Sentinel-2 Optimization Functions¶

convert_s2_optimized¶

Main function for optimized Sentinel-2 conversion with multiscale pyramid generation.

# test: skip
def convert_s2_optimized(
    dt_input: xr.DataTree,
    output_path: str,
    enable_sharding: bool = True,
    spatial_chunk: int = 256,
    compression_level: int = 3,
    validate_output: bool = True,
    max_retries: int = 3
) -> xr.DataTree

Parameters:

dt_input (xr.DataTree): Input Sentinel-2 DataTree
output_path (str): Output path for optimized dataset
enable_sharding (bool, optional): Enable Zarr v3 sharding. Default: True
spatial_chunk (int, optional): Spatial chunk size. Default: 256
compression_level (int, optional): Compression level 1-9. Default: 3
validate_output (bool, optional): Validate output after conversion. Default: True
max_retries (int, optional): Maximum retry attempts for operations. Default: 3

Returns:

xr.DataTree: Optimized DataTree with multiscale pyramid

Example:

# test: skip
from eopf_geozarr.s2_optimization.s2_converter import convert_s2_optimized
import xarray as xr

dt = xr.open_datatree("s2_product.zarr", engine="zarr")
dt_optimized = convert_s2_optimized(
    dt_input=dt,
    output_path="s2_optimized.zarr",
    enable_sharding=True,
    spatial_chunk=256
)

create_multiscale_from_datatree¶

Creates multiscale pyramid from DataTree, reusing native resolution groups.

# test: skip
def create_multiscale_from_datatree(
    dt_input: xr.DataTree,
    output_path: str,
    enable_sharding: bool,
    spatial_chunk: int,
    crs: CRS | None = None
) -> dict[str, dict]

Parameters:

dt_input (xr.DataTree): Input DataTree containing native resolution groups (e.g., r10m, r20m, r60m)
output_path (str): Output path for the multiscale dataset
enable_sharding (bool): Enable Zarr v3 sharding for improved performance
spatial_chunk (int): Spatial chunk size for arrays
crs (CRS | None, optional): Coordinate reference system.

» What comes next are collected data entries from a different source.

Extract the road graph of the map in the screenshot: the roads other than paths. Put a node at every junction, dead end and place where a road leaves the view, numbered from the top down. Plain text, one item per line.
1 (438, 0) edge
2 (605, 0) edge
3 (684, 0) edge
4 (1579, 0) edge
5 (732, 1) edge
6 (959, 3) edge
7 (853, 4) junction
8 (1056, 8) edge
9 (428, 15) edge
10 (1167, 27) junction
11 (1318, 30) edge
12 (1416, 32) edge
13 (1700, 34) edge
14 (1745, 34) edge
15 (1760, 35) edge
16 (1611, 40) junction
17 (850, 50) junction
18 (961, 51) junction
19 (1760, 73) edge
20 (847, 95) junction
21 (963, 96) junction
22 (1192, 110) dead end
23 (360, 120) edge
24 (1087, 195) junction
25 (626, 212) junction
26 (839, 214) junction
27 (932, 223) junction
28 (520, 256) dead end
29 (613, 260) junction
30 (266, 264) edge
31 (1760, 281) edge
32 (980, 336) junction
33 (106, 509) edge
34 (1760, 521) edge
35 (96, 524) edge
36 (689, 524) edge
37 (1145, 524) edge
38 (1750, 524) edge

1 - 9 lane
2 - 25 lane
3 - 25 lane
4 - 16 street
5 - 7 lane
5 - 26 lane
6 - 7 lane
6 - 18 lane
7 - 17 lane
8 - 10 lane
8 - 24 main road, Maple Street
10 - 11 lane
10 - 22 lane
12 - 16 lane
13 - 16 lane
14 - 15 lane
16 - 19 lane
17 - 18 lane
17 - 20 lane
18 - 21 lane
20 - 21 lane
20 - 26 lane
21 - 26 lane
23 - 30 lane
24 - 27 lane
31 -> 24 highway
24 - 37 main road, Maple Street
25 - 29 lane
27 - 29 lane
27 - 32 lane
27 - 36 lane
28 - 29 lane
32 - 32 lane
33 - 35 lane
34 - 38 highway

If None, CRS is extracted from input

Returns:

dict[str, dict]: Nested dictionary structure organizing the multiscale levels:

{
    "measurements": {
        "reflectance": {
            "r10m": Dataset,   # Native 10m resolution
            "r20m": Dataset,   # Native 20m resolution
            "r60m": Dataset,   # Native 60m resolution
            "r120m": Dataset,  # Computed 120m overview
            "r360m": Dataset,  # Computed 360m overview
            "r720m": Dataset   # Computed 720m overview
        }
    }
}

Example:

# test: skip
from eopf_geozarr.s2_optimization.s2_multiscale import create_multiscale_from_datatree
from pyproj import CRS
import xarray as xr

# Load Sentinel-2 DataTree with native resolutions
dt = xr.open_datatree("s2_input.zarr", engine="zarr")

# Create multiscale pyramid
multiscale_dict = create_multiscale_from_datatree(
    dt_input=dt,
    output_path="s2_multiscale.zarr",
    enable_sharding=True,
    spatial_chunk=256,
    crs=CRS.from_epsg(32633)  # UTM Zone 33N
)

# Access specific resolution level
r360m_reflectance = multiscale_dict["measurements"]["reflectance"]["r360m"]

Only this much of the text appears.